Des Grands Prix raccourcis pour préserver l’énergie ?

Face à ces contraintes, un compromis audacieux émerge : une adaptation progressive du règlement moteur pour 2027, qui n’imposerait pas de modifications drastiques de châssis. La FIA aurait ainsi demandé aux motoristes d’évaluer la faisabilité d’une augmentation du débit de carburant sans changements majeurs. Selon les calculs, cela pourrait impliquer une réduction de la distance de course, d’un ou deux tours, sur environ quatre circuits du calendrier. Cette mesure serait complétée par l’autorisation d’un seul tour de mise en grille. « Du moins au niveau des directeurs d’équipe, selon lequel si quelqu’un voulait conserver son châssis et que celui-ci n’était pas tout à fait capable de couvrir une course de 310 km, alors nous examinerions certaines courses ciblées », a confié Alan Permane, directeur de Racing Bulls. L’objectif étant de maximiser la longueur des courses tout en restant réaliste face aux contraintes techniques.

Oliver Bearman (Haas)

Oliver Bearman (Haas) : un futur incertain pour le spectacle ?

La parole aux pilotes : un avenir plus « naturel » ?

Les pilotes, premiers concernés par le spectacle et la performance, semblent largement favorables à ces changements. Carlos Sainz, pilote Williams, voit dans la proposition de 2027 une direction prometteuse pour la F1, tout en appelant la FIA et la FOM à faire preuve de fermeté face aux intérêts divergents des constructeurs. Max Verstappen, quant à lui, a clairement indiqué que l’évolution du règlement moteur influencerait sa perception de son avenir en Formule 1. « Je veux simplement un bon produit en Formule 1 et cela améliorera clairement le produit », a-t-il déclaré, soulignant que c’était le « minimum » qu’il espérait. La question cruciale demeure : les instances dirigeantes parviendront-elles à concilier les exigences techniques, les contraintes logistiques et les attentes des pilotes pour dessiner un futur plus cohérent pour la discipline ? Le temps presse, et chaque jour de retard complique un peu plus la tâche.

Carlos Sainz (Williams)

Carlos Sainz (Williams) : un appel à la fermeté pour l’avenir de la F1.
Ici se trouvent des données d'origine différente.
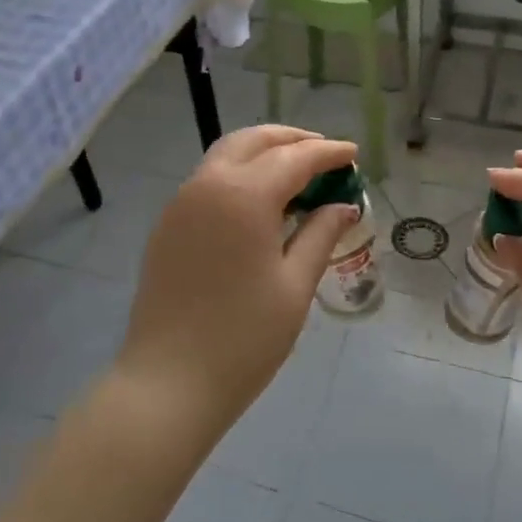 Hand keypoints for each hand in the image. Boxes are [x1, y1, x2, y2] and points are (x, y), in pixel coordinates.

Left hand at [118, 125, 359, 439]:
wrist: (169, 380)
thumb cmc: (244, 338)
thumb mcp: (295, 285)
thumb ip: (321, 234)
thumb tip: (344, 205)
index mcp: (244, 195)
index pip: (295, 158)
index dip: (328, 152)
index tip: (353, 154)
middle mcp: (207, 185)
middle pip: (254, 141)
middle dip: (292, 140)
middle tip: (325, 155)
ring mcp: (181, 203)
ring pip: (226, 155)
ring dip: (263, 153)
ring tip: (296, 174)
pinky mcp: (167, 224)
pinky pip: (208, 180)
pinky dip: (239, 174)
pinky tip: (260, 202) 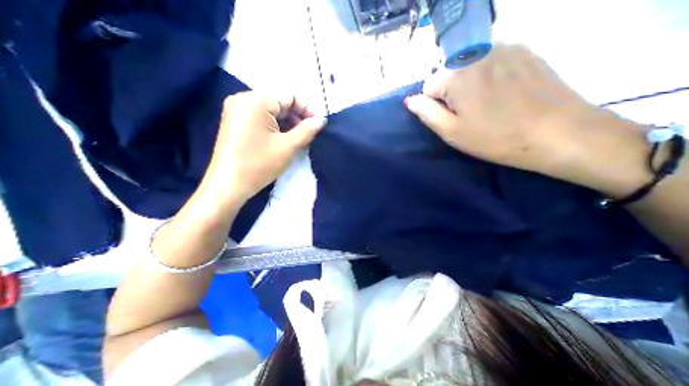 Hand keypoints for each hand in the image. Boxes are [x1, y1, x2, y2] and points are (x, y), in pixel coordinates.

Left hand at [202, 92, 326, 204]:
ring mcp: (236, 111)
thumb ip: (307, 130)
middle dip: (297, 118)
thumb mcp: (288, 146)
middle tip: (309, 135)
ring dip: (287, 123)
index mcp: (255, 100)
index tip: (318, 126)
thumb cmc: (259, 164)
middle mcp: (243, 99)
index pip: (289, 96)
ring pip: (271, 112)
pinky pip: (260, 118)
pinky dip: (275, 127)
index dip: (307, 110)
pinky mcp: (234, 122)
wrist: (228, 185)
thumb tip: (322, 120)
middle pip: (279, 102)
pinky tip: (282, 139)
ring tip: (297, 139)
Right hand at [405, 44, 651, 196]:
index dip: (436, 105)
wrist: (557, 132)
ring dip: (471, 84)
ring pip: (469, 68)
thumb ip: (426, 113)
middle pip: (449, 74)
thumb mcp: (451, 131)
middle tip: (471, 114)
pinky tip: (506, 93)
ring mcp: (505, 47)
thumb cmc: (494, 137)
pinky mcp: (525, 50)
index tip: (454, 118)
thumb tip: (410, 100)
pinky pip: (492, 62)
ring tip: (490, 104)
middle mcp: (477, 53)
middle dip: (452, 93)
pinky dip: (491, 76)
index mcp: (456, 75)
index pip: (428, 86) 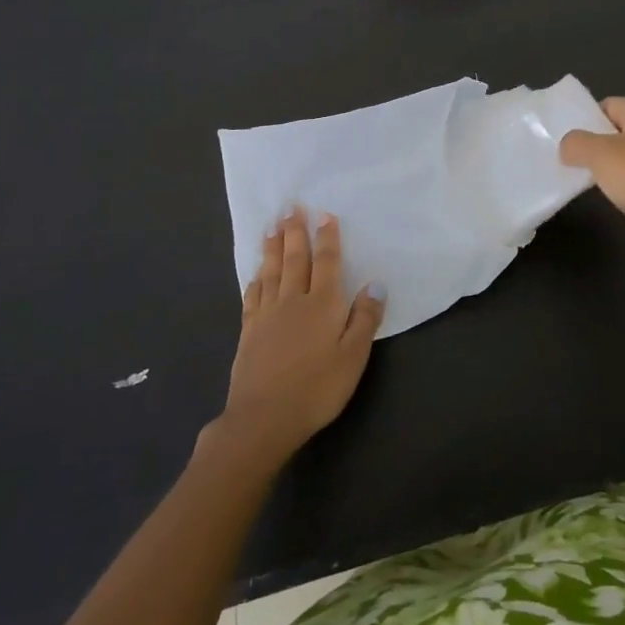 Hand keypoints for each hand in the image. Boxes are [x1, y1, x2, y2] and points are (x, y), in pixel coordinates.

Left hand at [210, 209, 383, 467]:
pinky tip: (256, 272)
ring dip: (272, 246)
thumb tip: (375, 284)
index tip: (324, 214)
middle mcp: (293, 300)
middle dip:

Ce qu’il faut retenir des discussions sur le règlement moteur 2027 :

  • Objectif 60-40 : Un consensus existe sur le passage à une répartition plus favorable au moteur thermique, mais les modalités font débat.
  • Contraintes techniques : L’augmentation du débit de carburant pourrait nécessiter des modifications de châssis, coûteuses et non planifiées.
  • Calendrier serré : Les projets 2027 des équipes sont déjà bien avancés, rendant tout changement tardif difficile à intégrer.
  • Compromis sur la durée : Une réduction d’un ou deux tours sur certains Grands Prix est envisagée pour compenser les limitations énergétiques.
  • Attentes des pilotes : Max Verstappen et d’autres estiment que ces changements sont cruciaux pour l’attractivité de la F1 et leur avenir dans le sport.
  • Négociations intensives : Le Grand Prix du Canada est le théâtre de discussions décisives entre la FIA, la F1 et les motoristes pour valider le futur règlement.